Figure 1 shows the network topology and the IO paths for both
scenarios, with yellow color path for scenario 1 and pink color path
for scenario 2.
Figure 1. Network Topology and IO Paths
Click here to see the full image
3. Scenario I – Frame Latency
This scenario is to investigate the frame latency vs. concurrent
client number. Four clients (Host 1, 2, 3, and 5) are involved in
the simulation, each of which initiates 100MB sequential write IO to
a separate LUN at Device1, and IOs travel two switch hops (Sw1 and
Sw3) from Hosts to Device. Each client maintains a constant write
throughput of 40MBps during the simulation. Simulation data is
collected to analyze how the number of concurrent clients affects
the frame latency. Besides, three different IO sizes (16KB, 32KB,
and 64KB) are applied to the simulation for us to watch the effect
of the IO size on the frame latency.
Configurations
Client configuration – All four hosts have similar configurations
except that they are targeted to different LUNs. Following
parameters are configured for clients:
- Concurrent IOs: 256
- HBA Port Speed: 2Gbps
- Rx Buffer: 6
- Tx Buffer: None
- Class-3 Concurrent Sequence: 255
- Application: Sequential Write
- Application Data: 100MB
- Application Throughput: 40MBps
- IO Size: 16KB, 32KB, and 64KB
- Target LUN: LUN1, 2, 3, and 5
Switch configuration – Both switches have similar configurations.

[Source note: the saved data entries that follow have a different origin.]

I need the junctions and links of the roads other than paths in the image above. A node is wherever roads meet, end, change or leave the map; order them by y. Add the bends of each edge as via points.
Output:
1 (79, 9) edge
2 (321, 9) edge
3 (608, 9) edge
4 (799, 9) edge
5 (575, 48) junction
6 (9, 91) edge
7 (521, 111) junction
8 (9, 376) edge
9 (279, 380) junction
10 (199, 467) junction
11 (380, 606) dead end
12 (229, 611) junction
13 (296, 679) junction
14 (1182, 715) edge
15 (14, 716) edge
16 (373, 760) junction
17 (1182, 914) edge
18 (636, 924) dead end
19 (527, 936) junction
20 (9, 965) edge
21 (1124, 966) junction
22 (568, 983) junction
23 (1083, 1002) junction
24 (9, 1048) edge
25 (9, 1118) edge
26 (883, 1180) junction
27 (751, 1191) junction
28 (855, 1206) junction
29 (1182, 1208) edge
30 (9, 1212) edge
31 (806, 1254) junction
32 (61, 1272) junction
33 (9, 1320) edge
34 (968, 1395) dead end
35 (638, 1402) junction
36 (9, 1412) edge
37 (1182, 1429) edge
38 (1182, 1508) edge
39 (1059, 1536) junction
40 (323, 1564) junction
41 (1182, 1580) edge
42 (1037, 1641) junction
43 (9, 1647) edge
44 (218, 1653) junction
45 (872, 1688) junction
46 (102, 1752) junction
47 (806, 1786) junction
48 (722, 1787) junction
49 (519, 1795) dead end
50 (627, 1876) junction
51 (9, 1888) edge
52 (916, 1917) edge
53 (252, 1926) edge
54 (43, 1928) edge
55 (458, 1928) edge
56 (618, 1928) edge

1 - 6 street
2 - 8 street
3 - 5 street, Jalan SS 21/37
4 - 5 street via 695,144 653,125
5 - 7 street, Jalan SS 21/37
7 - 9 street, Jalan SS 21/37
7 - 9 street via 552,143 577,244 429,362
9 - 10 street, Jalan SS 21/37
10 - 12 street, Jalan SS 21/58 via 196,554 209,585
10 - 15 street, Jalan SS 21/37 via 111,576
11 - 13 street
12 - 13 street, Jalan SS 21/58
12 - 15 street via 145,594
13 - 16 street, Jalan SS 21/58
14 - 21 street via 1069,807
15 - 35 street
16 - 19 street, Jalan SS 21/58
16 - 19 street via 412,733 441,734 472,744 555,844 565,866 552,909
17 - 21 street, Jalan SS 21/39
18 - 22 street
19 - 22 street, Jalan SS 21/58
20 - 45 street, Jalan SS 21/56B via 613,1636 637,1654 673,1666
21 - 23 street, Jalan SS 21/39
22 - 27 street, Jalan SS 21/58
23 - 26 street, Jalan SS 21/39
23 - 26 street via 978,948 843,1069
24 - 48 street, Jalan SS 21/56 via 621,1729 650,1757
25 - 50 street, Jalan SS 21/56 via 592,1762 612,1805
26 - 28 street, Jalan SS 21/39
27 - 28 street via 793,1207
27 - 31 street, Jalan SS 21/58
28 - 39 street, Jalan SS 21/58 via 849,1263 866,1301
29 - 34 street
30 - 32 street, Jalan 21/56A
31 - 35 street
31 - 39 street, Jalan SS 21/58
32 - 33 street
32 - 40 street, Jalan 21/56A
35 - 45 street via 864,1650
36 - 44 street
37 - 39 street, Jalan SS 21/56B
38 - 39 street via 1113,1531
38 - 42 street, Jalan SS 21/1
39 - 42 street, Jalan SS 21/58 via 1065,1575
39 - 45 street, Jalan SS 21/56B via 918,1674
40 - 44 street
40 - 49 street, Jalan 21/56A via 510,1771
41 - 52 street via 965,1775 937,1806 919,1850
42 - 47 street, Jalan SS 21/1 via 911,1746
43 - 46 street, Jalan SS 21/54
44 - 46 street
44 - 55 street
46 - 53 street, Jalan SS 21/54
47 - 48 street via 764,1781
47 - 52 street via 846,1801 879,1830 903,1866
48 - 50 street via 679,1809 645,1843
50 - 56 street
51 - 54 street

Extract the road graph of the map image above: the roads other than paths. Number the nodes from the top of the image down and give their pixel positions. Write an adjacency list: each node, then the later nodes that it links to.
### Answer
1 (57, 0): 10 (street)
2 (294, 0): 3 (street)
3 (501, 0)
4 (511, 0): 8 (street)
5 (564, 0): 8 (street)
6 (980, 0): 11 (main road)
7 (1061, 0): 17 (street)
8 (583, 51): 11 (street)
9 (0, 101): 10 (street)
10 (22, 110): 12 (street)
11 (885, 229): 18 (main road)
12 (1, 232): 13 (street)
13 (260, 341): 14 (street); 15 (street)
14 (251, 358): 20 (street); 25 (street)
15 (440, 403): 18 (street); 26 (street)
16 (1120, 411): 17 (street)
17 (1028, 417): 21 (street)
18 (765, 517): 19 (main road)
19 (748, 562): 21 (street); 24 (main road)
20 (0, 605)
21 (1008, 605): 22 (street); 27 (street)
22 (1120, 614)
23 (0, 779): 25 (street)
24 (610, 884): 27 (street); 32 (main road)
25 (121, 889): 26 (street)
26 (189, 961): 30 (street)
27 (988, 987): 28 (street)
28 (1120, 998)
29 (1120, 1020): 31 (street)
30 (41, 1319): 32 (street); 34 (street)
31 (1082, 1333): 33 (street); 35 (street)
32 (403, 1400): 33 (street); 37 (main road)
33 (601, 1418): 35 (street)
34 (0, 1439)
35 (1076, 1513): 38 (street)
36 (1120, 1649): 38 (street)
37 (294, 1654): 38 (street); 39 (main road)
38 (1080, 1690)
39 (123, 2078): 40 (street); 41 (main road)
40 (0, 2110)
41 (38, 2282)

Following parameters are configured for switches:
- Domain_ID: 101 for Sw1 and 103 for Sw3
- Port Speed: 2Gbps
- Rx Buffer: 12
- Tx Buffer: None
- Frame Forwarding: cut-through
- Forwarding Latency: around 1.88us
- Hops: 2
Device configuration – Device1 is equipped with 2 CHIPs, each of
which has four N_Ports, and only one of the eight ports is used in
the simulation. Four LUNs are setup, each of which is accessible by
one of the four clients. Except the LUN WWN, all LUNs have the same
configuration. Besides, the LUN member disks are assigned across
separate array groups to minimize resource contention. Following
parameters are configured for the device:
- CHIP Port Speed: 2Gbps
- CHIP Port Rx Buffer: 6
- CHIP Port Tx Buffer: None
- CHIP Class-3 Concurrent Sequence: 255
- Cache: disabled to avoid the cache-hit effect on the simulation
results
- ACP Array Group Number: 4
- RAID: RAID 0
- LUN Member Disks: 4
- LUN Block Size: 8KB
- LUN Stripe Depth: 32KB
- Disk Sequential Access Rate: about 25 to 40MBps
Simulation Results
Simulations were performed against different concurrent client
numbers and different IO sizes so there are total 12 separate
simulation instances scheduled, with concurrent client number of 1,
2, 3, and 4, and IO size of 16KB, 32KB, and 64KB. Figure 2 shows the
results of average network latency vs. concurrent client number.
Figure 3 shows the results of average end-to-end latency vs.
concurrent number. Figure 4 shows the average IO response time vs.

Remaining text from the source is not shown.